MoD inquiry after laptop stolen from headquarters

Had a quick search and didn't see this, so apologies if already covered.

MoD inquiry after laptop stolen from headquarters

An investigation is under way after a laptop containing secret data was stolen from the Ministry of Defence.

It was taken from the ministry's headquarters in Whitehall, central London in late November, along with a key used to decode encrypted files...
My bold, this is a little bit more serious than any of the others I've heard of! Will these fcukers ever learn? I admit mistakes are made by everyone, but this is getting rediculous.
Was'nt it mentioned on the QT debate the other night that the MOD has just been refurbished?
(apologise for going briefly off topic)

So a good opportunity for things to go walkies while work was being carried out I suppose.
If by just refurbhished you mean "5 years ago" then yes!
My main point was about the 'key' also being stolen, so now the data is easily accessable (sp?).


Book Reviewer
meridian said:
But are we still paying for it Jim?
It's PFI, and a particularly bad example at that, so yes, we'll be paying over theodds for many many years. The Coffee isn't bad though.
I suspect for key read fob, the average Journo/sun reader would not know the difference and key makes it sound a bit more horrifying. Makes life easier if they have the capability to crack the P/Word but not to the average opportunist tea-leaf. The fob should not have been with the machine admittidly, but thats another story.
The key is something that someone would be looking for a severe reaming if it was held with the machine.
All dii(f) laptops hard drives are encrypted and require a USB 'token' and a password to read the information stored upon them. The token and the laptop are not meant to be stored together (most people attach theirs to their ID card lanyard 'thingy'). If the laptop is being left in your office then it is meant to be secured (although define 'secured' - mine gets locked in my desk drawer).

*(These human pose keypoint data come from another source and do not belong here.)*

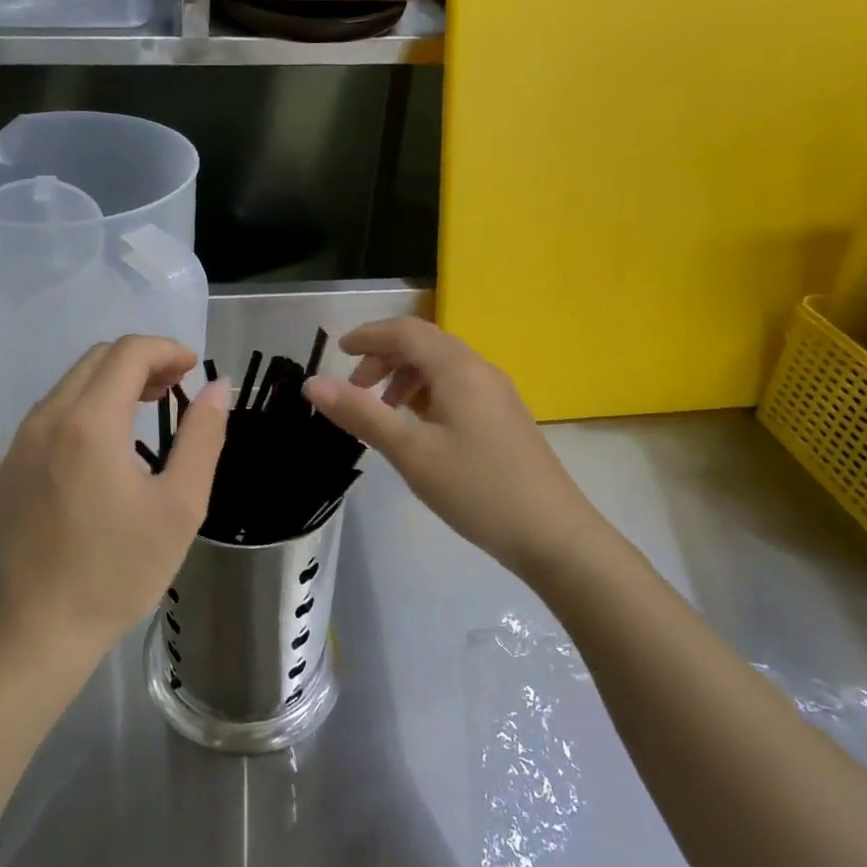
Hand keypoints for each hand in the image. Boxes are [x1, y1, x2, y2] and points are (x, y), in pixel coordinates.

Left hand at [0, 336, 227, 662]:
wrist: (42, 628)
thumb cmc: (120, 569)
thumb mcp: (181, 505)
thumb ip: (202, 436)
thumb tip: (217, 387)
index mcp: (90, 423)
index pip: (128, 353)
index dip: (167, 350)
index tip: (194, 371)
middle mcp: (48, 418)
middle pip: (97, 359)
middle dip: (142, 361)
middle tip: (176, 390)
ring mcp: (22, 440)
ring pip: (72, 382)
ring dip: (113, 382)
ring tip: (147, 410)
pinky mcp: (12, 463)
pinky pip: (53, 411)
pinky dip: (87, 405)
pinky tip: (107, 444)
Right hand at [302, 318, 600, 577]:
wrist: (553, 535)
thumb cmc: (476, 488)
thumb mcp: (410, 452)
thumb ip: (361, 414)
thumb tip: (312, 383)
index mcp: (458, 369)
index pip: (406, 331)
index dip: (369, 336)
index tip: (338, 351)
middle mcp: (479, 370)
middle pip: (424, 345)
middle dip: (384, 358)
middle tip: (356, 390)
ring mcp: (496, 394)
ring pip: (441, 367)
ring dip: (405, 378)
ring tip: (383, 412)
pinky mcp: (503, 418)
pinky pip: (456, 388)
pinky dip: (426, 395)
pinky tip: (417, 428)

But at then end of the day this needs to put into perspective...if a computer is being stolen from a secure MOD site then I would suggest that data protection issues are the least of our problems!
Clearly someone has forgotten what they should have learnt from the recent, mandatory, Protecting Information Course. :wink:
Or is more usually case thinks it does not apply to them or will never happen to them. I just love those cases when its everybodys fault except theirs :roll:

Editted a second time to delete a notification of opportunity to those who may be inclined to give it a go. :oops:
Before DERA became QinetiQ, it wasn't uncommon for projects to fund "updated" laptops, charged to the DERA task. When the task was complete, there was no real mechanism in MoD for recovering and retaining these laptops, so DERA just stuffed them in a corner.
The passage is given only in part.